Homan, then working in relative obscurity as a top ICE official,
said in a 2018 interview with The Associated Press that he got "a
seat at the table” under President Barack Obama’s homeland security
secretary, Jeh Johnson, to deliberate on policy change. Homan told
others that he worried he may have been disrespectful and when word
got back to the secretary, Johnson told him, “I may not agree with
what you say, but I need to know what the effects are going to be if
I don’t listen to you.”
Johnson said Monday that he didn't recall the exchange but doesn't
dispute it, saying it sounded like him.
Homan rose to acting director of U.S. Immigration and Customs
Enforcement under Trump. He was “significantly involved” in the
separation of children from their parents after they crossed the
border illegally and parents were criminally prosecuted, said Lee
Gelernt, an attorney for the American Civil Liberties Union, which
successfully sued to halt the practice.
Under a court settlement, families cannot be separated until
December 2031 as part of a policy to deter illegal crossings. Trump
has defended the practice, claiming without evidence last year that
it “stopped people from coming by the hundreds of thousands.”
At the National Conservatism Conference in Washington earlier this
year, Homan said while he thinks the government should prioritize
national security threats, “no one’s off the table. If you’re here
illegally, you better be looking over your shoulder.”

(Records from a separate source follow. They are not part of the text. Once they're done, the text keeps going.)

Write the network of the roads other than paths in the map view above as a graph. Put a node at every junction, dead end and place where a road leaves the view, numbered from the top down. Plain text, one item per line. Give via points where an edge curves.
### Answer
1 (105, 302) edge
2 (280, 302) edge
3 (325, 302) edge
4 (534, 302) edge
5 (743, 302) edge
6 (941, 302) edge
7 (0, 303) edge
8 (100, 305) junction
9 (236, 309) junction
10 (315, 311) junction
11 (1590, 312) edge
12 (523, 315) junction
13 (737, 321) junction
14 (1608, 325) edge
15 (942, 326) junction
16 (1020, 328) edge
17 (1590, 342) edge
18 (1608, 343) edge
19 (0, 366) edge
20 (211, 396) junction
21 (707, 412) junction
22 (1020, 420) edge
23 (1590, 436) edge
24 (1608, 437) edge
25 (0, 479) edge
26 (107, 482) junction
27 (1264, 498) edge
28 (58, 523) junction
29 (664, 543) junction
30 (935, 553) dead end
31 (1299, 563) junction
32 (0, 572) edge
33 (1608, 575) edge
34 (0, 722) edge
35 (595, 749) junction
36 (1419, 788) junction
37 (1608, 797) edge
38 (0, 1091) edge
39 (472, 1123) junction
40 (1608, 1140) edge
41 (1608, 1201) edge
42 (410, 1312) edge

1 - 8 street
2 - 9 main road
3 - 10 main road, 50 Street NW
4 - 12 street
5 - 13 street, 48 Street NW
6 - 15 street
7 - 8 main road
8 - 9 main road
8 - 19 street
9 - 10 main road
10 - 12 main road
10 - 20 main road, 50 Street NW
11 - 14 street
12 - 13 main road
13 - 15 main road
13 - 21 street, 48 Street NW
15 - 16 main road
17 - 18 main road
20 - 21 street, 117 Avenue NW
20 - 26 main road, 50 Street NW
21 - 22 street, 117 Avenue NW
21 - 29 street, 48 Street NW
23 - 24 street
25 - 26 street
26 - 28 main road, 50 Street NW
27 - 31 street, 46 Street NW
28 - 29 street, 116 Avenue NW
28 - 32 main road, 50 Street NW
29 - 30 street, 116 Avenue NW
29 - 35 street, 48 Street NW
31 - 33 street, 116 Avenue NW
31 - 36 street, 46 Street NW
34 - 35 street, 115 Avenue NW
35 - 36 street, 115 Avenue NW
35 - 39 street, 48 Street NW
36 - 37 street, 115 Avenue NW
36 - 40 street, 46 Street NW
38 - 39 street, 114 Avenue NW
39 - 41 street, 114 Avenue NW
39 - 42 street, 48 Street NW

In the 2018 interview, Homan said he had no reservations about
deporting a man who had been in the United States illegally for 12
years and with two children who are U.S. citizens. He likened it to
a ticket for speeding motorists or an audit for a tax cheat.
"People think I enjoy this. I’m a father. People don’t think this
bothers me. I feel bad about the plight of these people. Don’t get
me wrong but I have a job to do,” he said.
He defended the “zero tolerance” policy that led to family
separations when pressed by Democratic Rep. Alexandria Ocasio-Cortez
in a congressional hearing. He likened it to arresting someone for
driving under the influence with a young child as a passenger.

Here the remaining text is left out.